───── Provided data

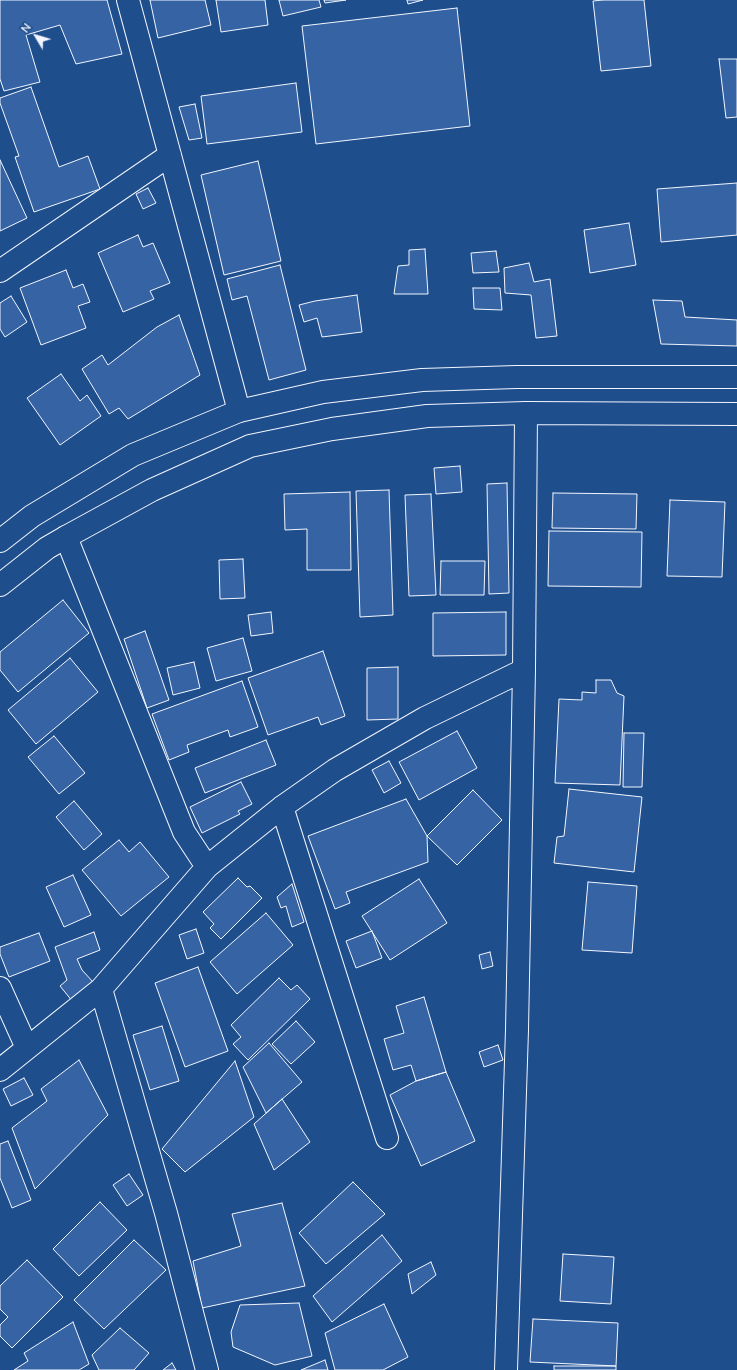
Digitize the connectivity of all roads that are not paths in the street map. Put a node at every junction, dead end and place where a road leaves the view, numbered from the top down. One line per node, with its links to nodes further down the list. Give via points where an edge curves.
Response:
1 (128, 0): 2 (street)
2 (170, 155): 3 (street); 5 (street)
3 (0, 271)
4 (737, 376): 5 (street, via 422,380 323,392)
5 (239, 411): 9 (street, via 133,455 32,516)
6 (526, 413): 7 (street); 8 (street, via 428,416 332,429 250,446 152,490); 11 (street)
7 (737, 414)
8 (66, 537): 10 (street, via 47,548); 13 (street, via 184,832)
9 (0, 541)
10 (0, 585)
11 (524, 670): 12 (street, via 425,718 335,770); 20 (street, via 517,1030)
12 (282, 807): 13 (street); 18 (street)
13 (207, 867): 15 (street)
14 (0, 988): 16 (street)
15 (101, 989): 16 (street); 19 (street, via 166,1213)
16 (27, 1048): 17 (street)
17 (0, 1070)
18 (387, 1138)
19 (207, 1370)
20 (506, 1370)

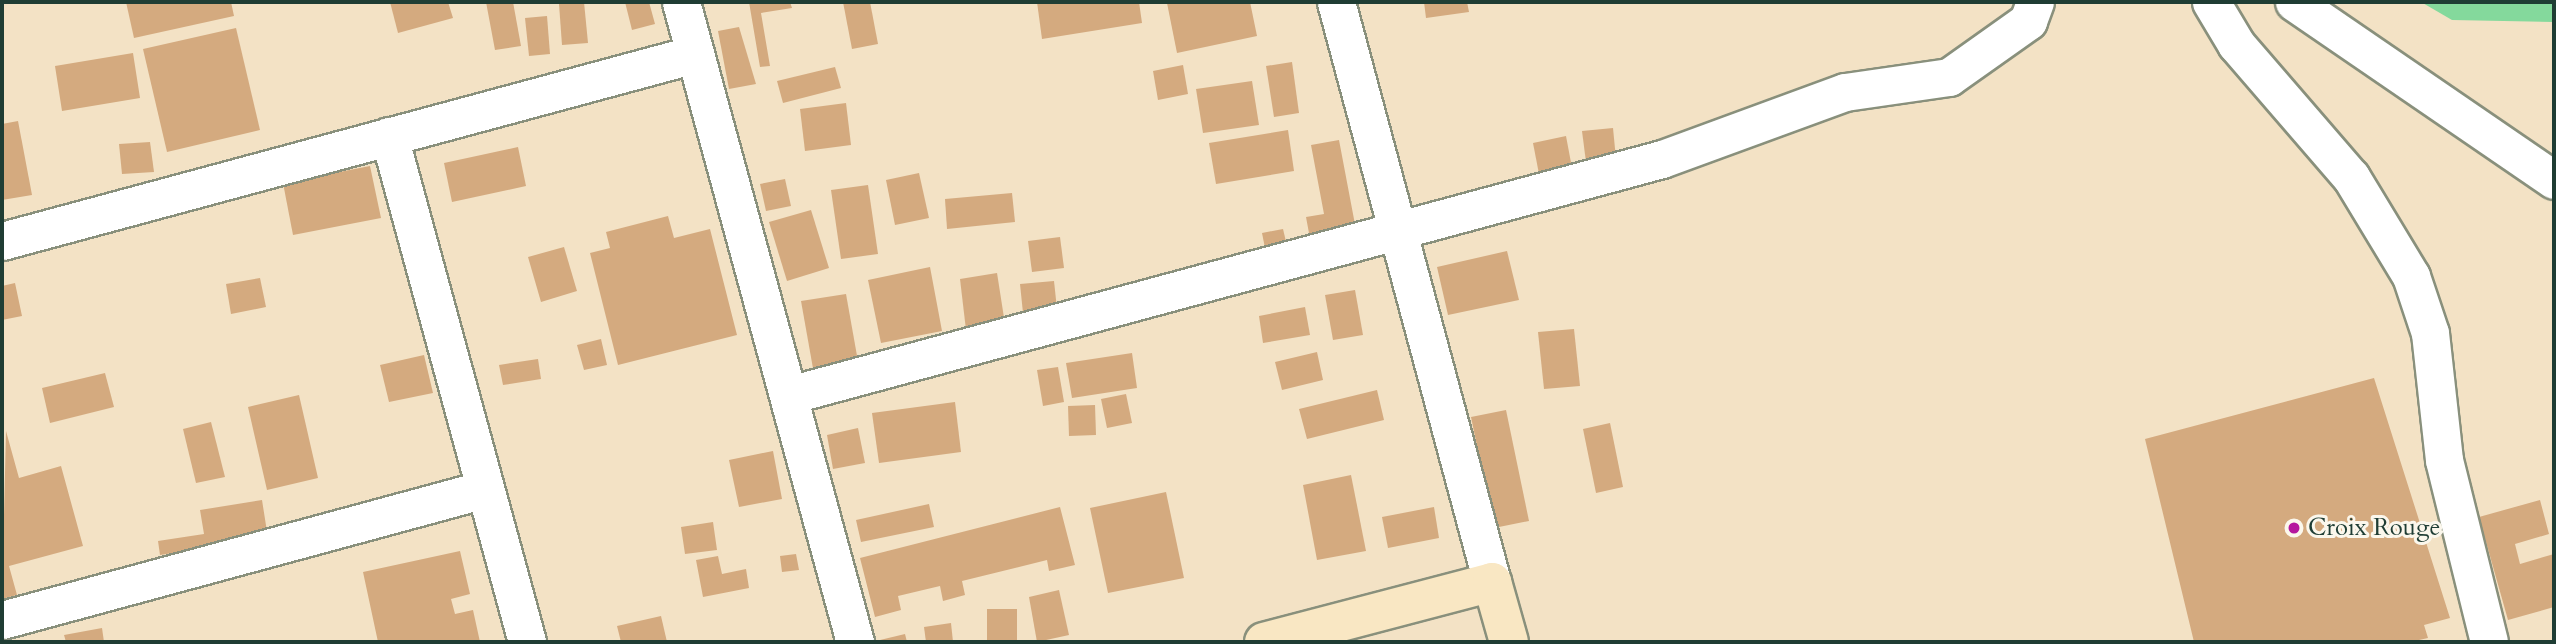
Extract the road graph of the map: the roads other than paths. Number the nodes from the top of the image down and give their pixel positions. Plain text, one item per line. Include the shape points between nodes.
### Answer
1 (681, 2) edge
2 (1336, 2) edge
3 (2035, 2) edge
4 (2211, 2) edge
5 (2294, 2) edge
6 (695, 54) junction
7 (389, 136) junction
8 (2554, 180) edge
9 (1398, 230) junction
10 (2, 241) edge
11 (789, 395) junction
12 (485, 489) junction
13 (1492, 582) junction
14 (2, 620) edge
15 (527, 642) edge
16 (855, 642) edge
17 (1264, 642) edge
18 (1509, 642) edge
19 (2489, 642) edge

1 - 6 street
2 - 9 street
3 - 9 street via 2028,21 1949,77 1845,92 1662,159
4 - 19 street via 2236,44 2351,177 2411,276 2430,332 2444,460
5 - 8 street
6 - 7 street
6 - 11 street
7 - 10 street
7 - 12 street
9 - 11 street
9 - 13 street
11 - 16 street
12 - 14 street
12 - 15 street
13 - 17 street
13 - 18 street

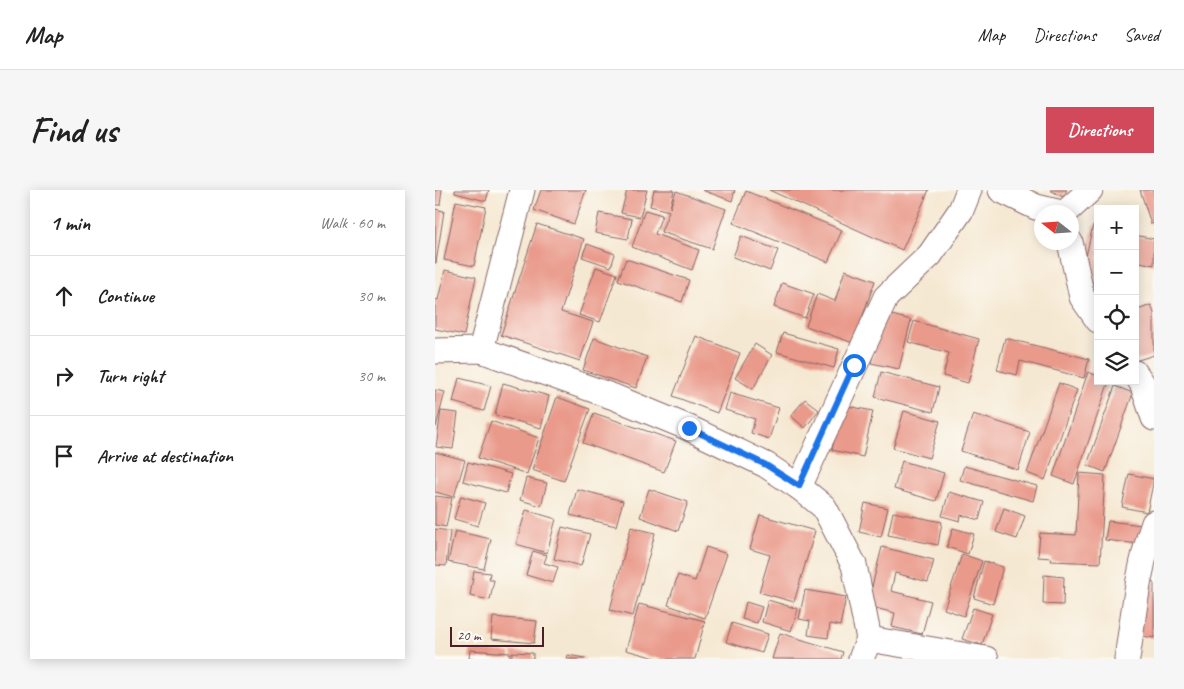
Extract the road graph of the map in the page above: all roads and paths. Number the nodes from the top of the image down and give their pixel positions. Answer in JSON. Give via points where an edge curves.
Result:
{"nodes":[{"id":1,"x":522,"y":190,"type":"edge"},
{"id":2,"x":969,"y":190,"type":"edge"},
{"id":3,"x":1001,"y":190,"type":"edge"},
{"id":4,"x":1090,"y":190,"type":"edge"},
{"id":5,"x":1074,"y":205,"type":"edge"},
{"id":6,"x":1034,"y":206,"type":"edge"},
{"id":7,"x":1072,"y":250,"type":"edge"},
{"id":8,"x":1094,"y":314,"type":"edge"},
{"id":9,"x":481,"y":350,"type":"junction"},
{"id":10,"x":435,"y":351,"type":"edge"},
{"id":11,"x":1139,"y":379,"type":"edge"},
{"id":12,"x":1154,"y":418,"type":"edge"},
{"id":13,"x":799,"y":486,"type":"junction"},
{"id":14,"x":1154,"y":523,"type":"edge"},
{"id":15,"x":865,"y":649,"type":"edge"},
{"id":16,"x":986,"y":659,"type":"edge"},
{"id":17,"x":1127,"y":659,"type":"edge"}],
"edges":[{"from":1,"to":9,"type":"street"},
{"from":2,"to":13,"type":"street","via":[[961,210],[930,255],[886,297]]},
{"from":3,"to":6,"type":"street"},
{"from":4,"to":5,"type":"street"},
{"from":7,"to":8,"type":"street","via":[[1082,297]]},
{"from":9,"to":10,"type":"street"},
{"from":9,"to":13,"type":"street","via":[[689,428],[766,465]]},
{"from":11,"to":12,"type":"street"},
{"from":13,"to":15,"type":"street","via":[[824,507],[854,565]]},
{"from":14,"to":17,"type":"street","via":[[1136,592]]},
{"from":15,"to":16,"type":"street"}]}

──────────

→ **What needs to be done**: A single number is needed: the count of lines in the records that contain "roads".

→ **Solved exercise**: 3